Supplementary Materials
Data Availability Statement
Data are available from the corresponding author upon reasonable request.
Perspectives.
COMPETENCY IN MEDICAL KNOWLEDGE: CKD is a progressive disease characterized by a reduced kidney function, with patients with complete kidney dysfunction requiring dialysis. Importantly, CKD patients have an imbalance in hemostasis, resulting in an increased risk of thrombotic and hemorrhagic complications. The function of platelets, key mediators of hemostasis, has been shown to be impaired in CKD, although studies have been conflicting.

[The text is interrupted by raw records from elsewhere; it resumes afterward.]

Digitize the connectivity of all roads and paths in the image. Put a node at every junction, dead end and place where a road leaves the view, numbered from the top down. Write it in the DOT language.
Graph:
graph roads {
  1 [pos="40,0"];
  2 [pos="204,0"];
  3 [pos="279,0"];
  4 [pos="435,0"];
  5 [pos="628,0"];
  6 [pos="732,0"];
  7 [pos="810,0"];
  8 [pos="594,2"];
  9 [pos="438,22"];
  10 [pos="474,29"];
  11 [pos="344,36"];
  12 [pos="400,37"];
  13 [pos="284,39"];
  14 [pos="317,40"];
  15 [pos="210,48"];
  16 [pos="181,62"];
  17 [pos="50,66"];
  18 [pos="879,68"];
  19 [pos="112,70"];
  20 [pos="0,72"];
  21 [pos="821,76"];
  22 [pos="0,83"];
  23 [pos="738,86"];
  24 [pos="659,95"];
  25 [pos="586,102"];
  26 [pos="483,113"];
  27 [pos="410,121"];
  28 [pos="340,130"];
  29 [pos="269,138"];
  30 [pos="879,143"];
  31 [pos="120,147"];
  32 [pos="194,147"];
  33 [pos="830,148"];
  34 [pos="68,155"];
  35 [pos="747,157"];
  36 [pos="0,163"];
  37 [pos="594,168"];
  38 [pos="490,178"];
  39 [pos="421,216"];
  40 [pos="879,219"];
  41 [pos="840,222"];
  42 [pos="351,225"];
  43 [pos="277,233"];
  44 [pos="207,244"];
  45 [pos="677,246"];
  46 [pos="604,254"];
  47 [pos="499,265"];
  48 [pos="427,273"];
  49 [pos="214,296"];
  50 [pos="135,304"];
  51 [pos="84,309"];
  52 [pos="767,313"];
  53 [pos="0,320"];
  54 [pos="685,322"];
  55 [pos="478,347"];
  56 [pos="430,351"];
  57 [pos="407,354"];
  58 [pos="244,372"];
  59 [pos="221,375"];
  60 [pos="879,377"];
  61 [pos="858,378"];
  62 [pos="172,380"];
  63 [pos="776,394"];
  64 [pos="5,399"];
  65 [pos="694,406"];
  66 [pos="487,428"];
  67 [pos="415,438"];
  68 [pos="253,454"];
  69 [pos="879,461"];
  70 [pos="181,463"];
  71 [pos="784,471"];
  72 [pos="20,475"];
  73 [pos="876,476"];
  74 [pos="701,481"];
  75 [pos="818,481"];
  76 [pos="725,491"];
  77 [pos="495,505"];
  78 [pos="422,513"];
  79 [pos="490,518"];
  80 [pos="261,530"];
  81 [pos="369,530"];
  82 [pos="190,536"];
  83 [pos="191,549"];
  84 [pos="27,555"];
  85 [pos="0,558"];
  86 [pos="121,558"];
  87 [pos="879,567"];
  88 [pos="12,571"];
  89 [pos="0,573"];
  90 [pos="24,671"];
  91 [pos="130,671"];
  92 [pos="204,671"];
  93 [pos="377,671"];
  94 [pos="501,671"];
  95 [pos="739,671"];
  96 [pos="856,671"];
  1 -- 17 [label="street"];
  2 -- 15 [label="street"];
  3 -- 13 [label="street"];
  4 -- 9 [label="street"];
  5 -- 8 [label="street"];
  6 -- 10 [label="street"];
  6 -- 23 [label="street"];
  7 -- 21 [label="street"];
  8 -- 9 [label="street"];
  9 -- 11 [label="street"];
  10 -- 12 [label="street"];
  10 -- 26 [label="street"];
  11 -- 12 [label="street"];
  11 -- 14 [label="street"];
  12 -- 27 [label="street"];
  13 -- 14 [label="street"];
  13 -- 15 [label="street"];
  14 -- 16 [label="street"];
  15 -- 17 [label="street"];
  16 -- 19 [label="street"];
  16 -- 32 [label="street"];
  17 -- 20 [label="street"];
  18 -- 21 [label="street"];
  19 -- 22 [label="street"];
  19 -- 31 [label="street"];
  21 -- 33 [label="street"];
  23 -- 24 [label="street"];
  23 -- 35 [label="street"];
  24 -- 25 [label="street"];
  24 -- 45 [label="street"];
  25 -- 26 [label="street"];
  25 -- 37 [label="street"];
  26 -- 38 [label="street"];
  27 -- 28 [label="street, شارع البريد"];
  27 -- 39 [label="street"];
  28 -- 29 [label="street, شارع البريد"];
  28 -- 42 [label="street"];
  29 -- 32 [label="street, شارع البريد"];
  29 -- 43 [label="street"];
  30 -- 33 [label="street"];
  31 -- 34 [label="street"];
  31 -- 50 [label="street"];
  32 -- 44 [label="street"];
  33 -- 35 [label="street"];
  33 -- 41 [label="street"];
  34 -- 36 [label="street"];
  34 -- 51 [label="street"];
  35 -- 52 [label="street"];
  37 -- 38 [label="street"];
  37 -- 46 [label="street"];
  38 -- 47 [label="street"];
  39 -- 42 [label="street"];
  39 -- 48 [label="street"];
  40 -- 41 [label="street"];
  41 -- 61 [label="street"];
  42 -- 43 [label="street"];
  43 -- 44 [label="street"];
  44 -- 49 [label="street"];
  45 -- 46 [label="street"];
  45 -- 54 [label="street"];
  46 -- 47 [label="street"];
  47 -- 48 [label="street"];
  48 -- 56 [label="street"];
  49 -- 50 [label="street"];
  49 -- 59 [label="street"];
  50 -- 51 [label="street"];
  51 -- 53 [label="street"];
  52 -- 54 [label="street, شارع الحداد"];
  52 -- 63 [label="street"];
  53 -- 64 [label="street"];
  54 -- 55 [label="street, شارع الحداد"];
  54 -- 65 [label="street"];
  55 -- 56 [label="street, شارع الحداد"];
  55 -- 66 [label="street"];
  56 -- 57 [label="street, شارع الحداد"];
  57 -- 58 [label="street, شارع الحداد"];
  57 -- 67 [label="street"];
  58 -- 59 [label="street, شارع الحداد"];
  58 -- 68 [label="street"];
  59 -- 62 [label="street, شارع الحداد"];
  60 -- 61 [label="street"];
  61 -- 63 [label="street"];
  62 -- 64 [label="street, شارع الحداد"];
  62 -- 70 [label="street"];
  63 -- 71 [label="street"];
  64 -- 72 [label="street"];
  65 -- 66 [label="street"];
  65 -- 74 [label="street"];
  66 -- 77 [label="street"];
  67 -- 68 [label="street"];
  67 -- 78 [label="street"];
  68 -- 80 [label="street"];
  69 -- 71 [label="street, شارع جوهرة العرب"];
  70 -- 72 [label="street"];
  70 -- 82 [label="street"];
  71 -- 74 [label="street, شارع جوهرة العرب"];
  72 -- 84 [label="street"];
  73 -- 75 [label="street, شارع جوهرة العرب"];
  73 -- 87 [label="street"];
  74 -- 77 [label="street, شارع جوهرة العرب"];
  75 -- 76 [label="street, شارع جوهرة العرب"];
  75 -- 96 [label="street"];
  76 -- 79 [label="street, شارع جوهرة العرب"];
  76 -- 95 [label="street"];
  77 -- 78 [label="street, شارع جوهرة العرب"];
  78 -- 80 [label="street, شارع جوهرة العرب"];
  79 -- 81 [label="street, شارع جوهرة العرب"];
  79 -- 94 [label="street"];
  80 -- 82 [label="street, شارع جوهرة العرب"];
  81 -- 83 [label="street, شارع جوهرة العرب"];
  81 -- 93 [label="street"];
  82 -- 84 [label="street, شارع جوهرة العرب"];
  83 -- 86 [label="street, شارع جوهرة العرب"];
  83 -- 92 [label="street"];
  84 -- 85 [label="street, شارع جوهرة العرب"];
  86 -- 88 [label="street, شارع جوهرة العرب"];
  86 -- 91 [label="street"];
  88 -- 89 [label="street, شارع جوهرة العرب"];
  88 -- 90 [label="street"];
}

By combining platelet phenotyping and thrombus formation studies in CKD patients and animal models, we provide evidence for an inherent effect of advanced CKD towards pre-activation of circulating platelets, resulting in a partial, secondary impairment of platelet responses to mainly collagen. These secondary impairments in platelet function are less pronounced in CKD patients who are treated with acetylsalicylic acid.
TRANSLATIONAL OUTLOOK: CKD patients are at high thrombotic as well as bleeding risk. Current antithrombotic guidelines have not been optimized for this patient population and first require a deeper understanding of platelet (dys)function in CKD. Our study provides an important contribution to that. Moreover, our observations towards the effects of acetylsalicylic acid treatment, both in human and murine samples, might relate to high on treatment platelet reactivity, a phenomenon that is increased in CKD.